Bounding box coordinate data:

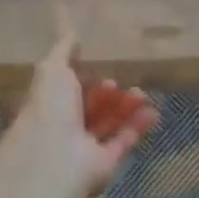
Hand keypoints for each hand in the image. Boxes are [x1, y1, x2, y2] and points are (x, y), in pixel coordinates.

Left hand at [0, 24, 158, 197]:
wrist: (55, 158)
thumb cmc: (50, 109)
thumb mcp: (51, 70)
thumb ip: (62, 51)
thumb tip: (72, 33)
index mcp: (46, 105)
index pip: (67, 90)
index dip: (84, 78)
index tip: (100, 66)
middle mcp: (63, 127)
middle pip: (90, 106)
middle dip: (108, 93)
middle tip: (119, 83)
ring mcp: (83, 147)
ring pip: (109, 122)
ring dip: (125, 107)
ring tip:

• **WORK INSTRUCTION**
Please set down exactly the lines from the first line of the data above through the line with "index tip: (100, 66)", both included, leaving out the pictures.

• **TASK RESPONSE**
Hand keypoints for each hand in the image. Boxes are [x1, y1, x2, y2] and points are (x, y), in pixel coordinates.

Left hand at [0, 24, 158, 197]:
wrist: (55, 158)
thumb cmc: (50, 109)
thumb mcp: (51, 70)
thumb ip: (62, 51)
thumb tip: (72, 33)
index mcp: (46, 105)
index pip: (67, 90)
index dip: (84, 78)
index tip: (100, 66)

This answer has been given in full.